**Task prompt:**
Copy out every line of the data where the word "graph" is found.

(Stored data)
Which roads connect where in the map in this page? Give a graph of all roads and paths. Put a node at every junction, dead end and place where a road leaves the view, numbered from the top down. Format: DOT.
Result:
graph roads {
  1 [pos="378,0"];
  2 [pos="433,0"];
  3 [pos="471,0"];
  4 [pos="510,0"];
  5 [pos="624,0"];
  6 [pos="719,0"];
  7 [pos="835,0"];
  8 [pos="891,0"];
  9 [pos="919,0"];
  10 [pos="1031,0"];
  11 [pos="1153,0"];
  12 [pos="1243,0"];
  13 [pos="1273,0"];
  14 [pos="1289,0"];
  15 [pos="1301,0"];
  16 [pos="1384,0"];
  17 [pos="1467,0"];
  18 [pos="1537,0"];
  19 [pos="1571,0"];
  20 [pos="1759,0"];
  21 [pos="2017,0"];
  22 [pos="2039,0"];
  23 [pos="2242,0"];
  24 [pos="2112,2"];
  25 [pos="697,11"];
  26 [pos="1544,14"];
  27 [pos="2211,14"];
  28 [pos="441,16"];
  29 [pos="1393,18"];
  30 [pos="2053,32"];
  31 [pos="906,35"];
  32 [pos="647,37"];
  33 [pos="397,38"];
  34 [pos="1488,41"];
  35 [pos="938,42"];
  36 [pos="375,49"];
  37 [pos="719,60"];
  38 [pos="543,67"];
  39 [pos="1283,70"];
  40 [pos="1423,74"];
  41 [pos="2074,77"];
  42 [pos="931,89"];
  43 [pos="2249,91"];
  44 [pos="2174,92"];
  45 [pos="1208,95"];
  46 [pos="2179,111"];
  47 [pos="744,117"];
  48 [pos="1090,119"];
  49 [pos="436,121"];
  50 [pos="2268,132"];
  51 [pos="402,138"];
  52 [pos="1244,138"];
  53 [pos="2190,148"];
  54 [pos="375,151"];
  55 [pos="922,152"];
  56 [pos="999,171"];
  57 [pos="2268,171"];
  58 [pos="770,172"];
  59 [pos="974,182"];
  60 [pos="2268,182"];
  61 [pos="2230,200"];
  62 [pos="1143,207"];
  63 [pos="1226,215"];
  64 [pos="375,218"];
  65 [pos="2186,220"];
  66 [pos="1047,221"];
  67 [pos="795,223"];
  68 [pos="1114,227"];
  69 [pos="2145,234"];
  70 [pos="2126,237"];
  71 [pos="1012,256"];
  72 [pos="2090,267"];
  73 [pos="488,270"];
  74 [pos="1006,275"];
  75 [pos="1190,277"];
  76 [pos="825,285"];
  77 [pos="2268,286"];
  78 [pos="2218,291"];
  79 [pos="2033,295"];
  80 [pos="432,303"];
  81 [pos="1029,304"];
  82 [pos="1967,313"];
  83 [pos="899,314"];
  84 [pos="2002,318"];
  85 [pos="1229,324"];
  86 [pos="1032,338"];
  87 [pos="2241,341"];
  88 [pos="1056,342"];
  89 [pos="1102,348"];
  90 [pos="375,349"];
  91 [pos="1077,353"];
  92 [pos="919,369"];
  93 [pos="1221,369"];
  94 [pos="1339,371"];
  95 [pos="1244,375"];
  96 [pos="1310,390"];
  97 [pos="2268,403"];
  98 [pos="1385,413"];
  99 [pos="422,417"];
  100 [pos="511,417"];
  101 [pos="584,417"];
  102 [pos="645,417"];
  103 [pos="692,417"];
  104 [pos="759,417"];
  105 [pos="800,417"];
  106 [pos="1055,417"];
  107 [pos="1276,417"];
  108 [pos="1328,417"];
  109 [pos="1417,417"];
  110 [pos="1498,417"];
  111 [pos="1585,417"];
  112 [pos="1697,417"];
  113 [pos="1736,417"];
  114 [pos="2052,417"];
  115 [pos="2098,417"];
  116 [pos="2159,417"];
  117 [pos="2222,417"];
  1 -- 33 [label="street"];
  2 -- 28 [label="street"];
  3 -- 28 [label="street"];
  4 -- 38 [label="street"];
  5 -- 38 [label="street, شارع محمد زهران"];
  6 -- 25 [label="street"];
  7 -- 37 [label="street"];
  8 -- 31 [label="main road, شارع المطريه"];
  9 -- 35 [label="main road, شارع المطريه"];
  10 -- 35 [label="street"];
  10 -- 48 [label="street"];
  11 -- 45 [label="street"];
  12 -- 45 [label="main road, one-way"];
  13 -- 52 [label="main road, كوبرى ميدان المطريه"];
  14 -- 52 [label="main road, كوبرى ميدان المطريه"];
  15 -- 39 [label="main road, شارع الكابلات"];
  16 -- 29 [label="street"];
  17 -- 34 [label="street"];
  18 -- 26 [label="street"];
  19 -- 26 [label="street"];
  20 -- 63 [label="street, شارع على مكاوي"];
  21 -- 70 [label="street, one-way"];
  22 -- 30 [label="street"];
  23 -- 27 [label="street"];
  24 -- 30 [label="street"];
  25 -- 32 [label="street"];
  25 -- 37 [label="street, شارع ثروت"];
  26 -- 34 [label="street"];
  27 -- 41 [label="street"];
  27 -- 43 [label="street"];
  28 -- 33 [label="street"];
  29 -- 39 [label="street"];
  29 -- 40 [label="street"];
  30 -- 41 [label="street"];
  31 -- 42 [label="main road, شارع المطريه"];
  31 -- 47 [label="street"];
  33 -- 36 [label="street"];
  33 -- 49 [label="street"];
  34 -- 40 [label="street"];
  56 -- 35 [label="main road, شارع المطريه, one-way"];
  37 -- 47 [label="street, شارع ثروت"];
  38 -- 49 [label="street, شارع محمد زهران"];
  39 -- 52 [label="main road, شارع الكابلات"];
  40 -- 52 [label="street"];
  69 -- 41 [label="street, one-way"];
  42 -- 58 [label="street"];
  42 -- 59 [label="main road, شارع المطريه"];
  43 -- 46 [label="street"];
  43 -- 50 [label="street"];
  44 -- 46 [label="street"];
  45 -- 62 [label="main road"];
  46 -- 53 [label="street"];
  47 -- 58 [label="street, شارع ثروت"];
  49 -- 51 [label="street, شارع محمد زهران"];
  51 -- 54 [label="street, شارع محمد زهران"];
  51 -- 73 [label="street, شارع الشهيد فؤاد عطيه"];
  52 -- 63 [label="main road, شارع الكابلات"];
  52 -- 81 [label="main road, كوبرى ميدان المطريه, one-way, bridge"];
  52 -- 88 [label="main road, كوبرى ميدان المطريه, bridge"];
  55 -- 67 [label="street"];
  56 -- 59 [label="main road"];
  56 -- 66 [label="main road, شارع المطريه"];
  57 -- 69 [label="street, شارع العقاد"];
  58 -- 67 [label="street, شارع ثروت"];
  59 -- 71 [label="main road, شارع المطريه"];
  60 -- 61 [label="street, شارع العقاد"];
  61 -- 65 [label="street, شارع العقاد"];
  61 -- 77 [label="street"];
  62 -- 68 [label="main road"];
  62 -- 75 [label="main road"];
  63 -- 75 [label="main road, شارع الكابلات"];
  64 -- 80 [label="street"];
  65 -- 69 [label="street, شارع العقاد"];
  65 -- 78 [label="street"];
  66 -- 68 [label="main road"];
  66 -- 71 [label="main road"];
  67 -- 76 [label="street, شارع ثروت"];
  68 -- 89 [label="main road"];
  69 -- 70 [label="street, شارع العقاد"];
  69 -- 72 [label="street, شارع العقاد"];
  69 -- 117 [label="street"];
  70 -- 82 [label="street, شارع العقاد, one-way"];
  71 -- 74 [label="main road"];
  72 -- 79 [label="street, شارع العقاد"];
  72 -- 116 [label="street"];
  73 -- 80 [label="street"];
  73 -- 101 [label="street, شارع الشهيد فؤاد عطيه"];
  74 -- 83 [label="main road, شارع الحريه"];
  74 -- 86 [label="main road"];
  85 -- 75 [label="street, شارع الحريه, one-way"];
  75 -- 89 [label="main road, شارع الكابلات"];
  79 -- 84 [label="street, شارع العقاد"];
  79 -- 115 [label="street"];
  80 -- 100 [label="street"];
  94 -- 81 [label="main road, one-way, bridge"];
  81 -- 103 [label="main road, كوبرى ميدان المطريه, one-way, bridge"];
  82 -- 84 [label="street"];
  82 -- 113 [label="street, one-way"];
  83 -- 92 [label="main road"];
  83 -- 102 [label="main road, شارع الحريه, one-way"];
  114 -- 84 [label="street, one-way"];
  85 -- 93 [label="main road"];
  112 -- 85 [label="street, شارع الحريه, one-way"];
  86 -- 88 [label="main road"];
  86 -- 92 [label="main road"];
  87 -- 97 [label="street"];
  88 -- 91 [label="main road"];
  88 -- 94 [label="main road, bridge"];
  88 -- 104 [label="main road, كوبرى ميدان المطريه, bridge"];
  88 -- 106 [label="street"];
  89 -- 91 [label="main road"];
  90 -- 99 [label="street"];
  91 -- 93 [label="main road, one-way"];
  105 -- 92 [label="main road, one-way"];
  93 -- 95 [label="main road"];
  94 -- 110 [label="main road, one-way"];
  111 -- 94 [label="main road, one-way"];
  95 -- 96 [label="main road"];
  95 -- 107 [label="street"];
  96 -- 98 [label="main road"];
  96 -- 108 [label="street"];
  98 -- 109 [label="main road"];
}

**Result for this exercise:**
Which roads connect where in the map in this page? Give a graph of all roads and paths. Put a node at every junction, dead end and place where a road leaves the view, numbered from the top down. Format: DOT.
graph roads {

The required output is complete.